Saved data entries
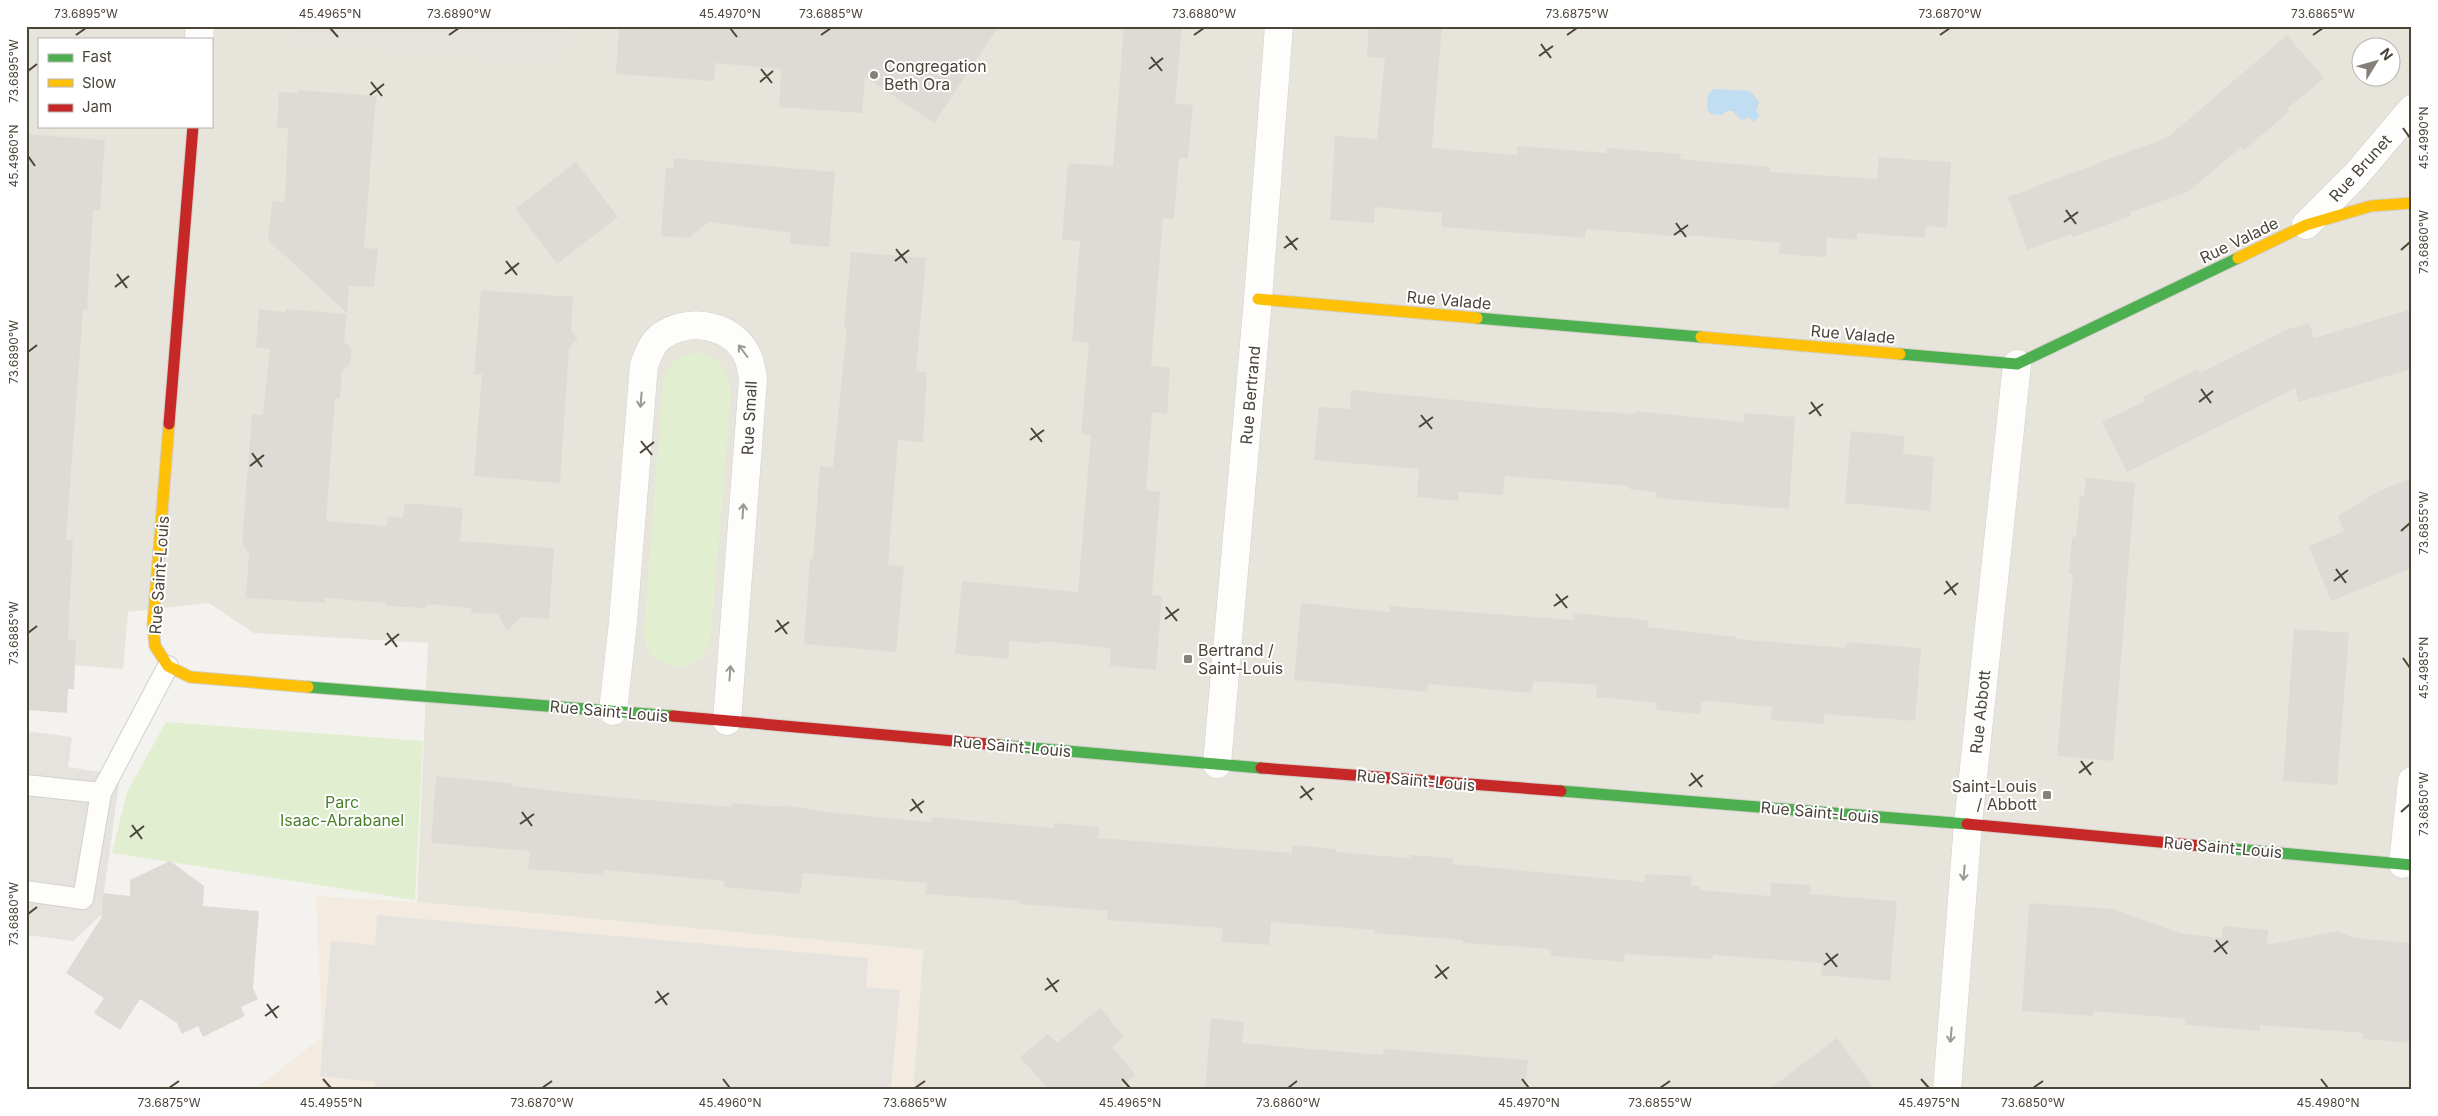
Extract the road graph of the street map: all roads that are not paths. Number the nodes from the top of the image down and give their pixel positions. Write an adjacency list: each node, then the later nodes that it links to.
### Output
1 (1279, 26): 6 (street, Rue Bertrand)
2 (2412, 108): 5 (street, Rue Brunet)
3 (193, 128): 8 (street, Rue Saint-Louis)
4 (2412, 202): 5 (street, Rue Valade)
5 (2306, 225): 7 (street, Rue Valade)
6 (1258, 299): 7 (street, Rue Valade); 11 (street, Rue Bertrand)
7 (2017, 364): 15 (street, Rue Abbott)
8 (168, 666): 9 (street, Rue Saint-Louis); 14 (lane)
9 (613, 711): 10 (street, Rue Saint-Louis); 10 (street, Rue Small, one-way to 9)
10 (727, 721): 11 (street, Rue Saint-Louis)
11 (1217, 764): 15 (street, Rue Saint-Louis)
12 (2412, 781): 16 (street, Rue Saint-Louis)
13 (26, 785): 14 (lane)
14 (101, 793): 17 (lane)
15 (1968, 824): 16 (street, Rue Saint-Louis); 18 (street, Rue Abbott, one-way to 18)
16 (2407, 864)
17 (26, 891)
18 (1947, 1090)

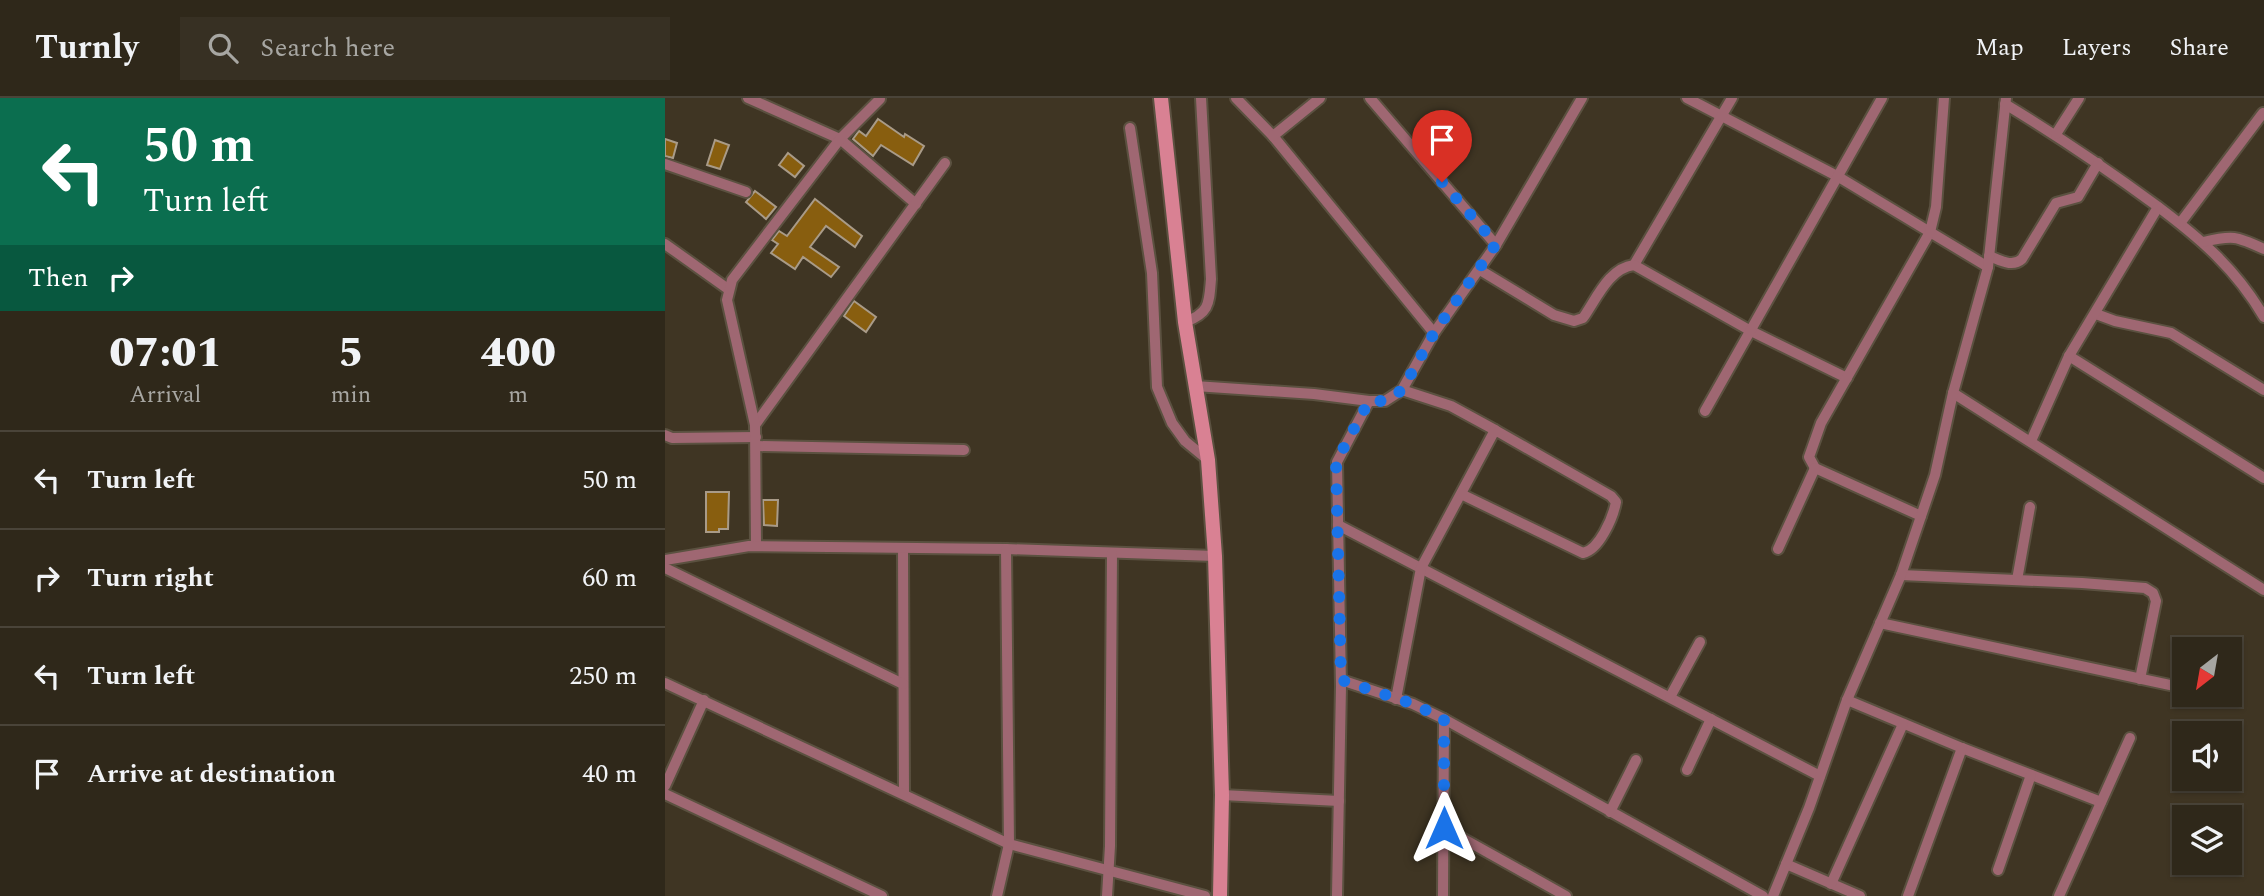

* REQUIRED WORK
Exactly as written, please copy out the whole set of records, skipping images.

* ANSWER
Extract the road graph of the street map: all roads that are not paths. Number the nodes from the top of the image down and give their pixel positions. Write an adjacency list: each node, then the later nodes that it links to.
### Output
1 (1279, 26): 6 (street, Rue Bertrand)
2 (2412, 108): 5 (street, Rue Brunet)
3 (193, 128): 8 (street, Rue Saint-Louis)
4 (2412, 202): 5 (street, Rue Valade)
5 (2306, 225): 7 (street, Rue Valade)
6 (1258, 299): 7 (street, Rue Valade); 11 (street, Rue Bertrand)
7 (2017, 364): 15 (street, Rue Abbott)
8 (168, 666): 9 (street, Rue Saint-Louis); 14 (lane)
9 (613, 711): 10 (street, Rue Saint-Louis); 10 (street, Rue Small, one-way to 9)
10 (727, 721): 11 (street, Rue Saint-Louis)
11 (1217, 764): 15 (street, Rue Saint-Louis)
12 (2412, 781): 16 (street, Rue Saint-Louis)
13 (26, 785): 14 (lane)
14 (101, 793): 17 (lane)
15 (1968, 824): 16 (street, Rue Saint-Louis); 18 (street, Rue Abbott, one-way to 18)
16 (2407, 864)
17 (26, 891)
18 (1947, 1090)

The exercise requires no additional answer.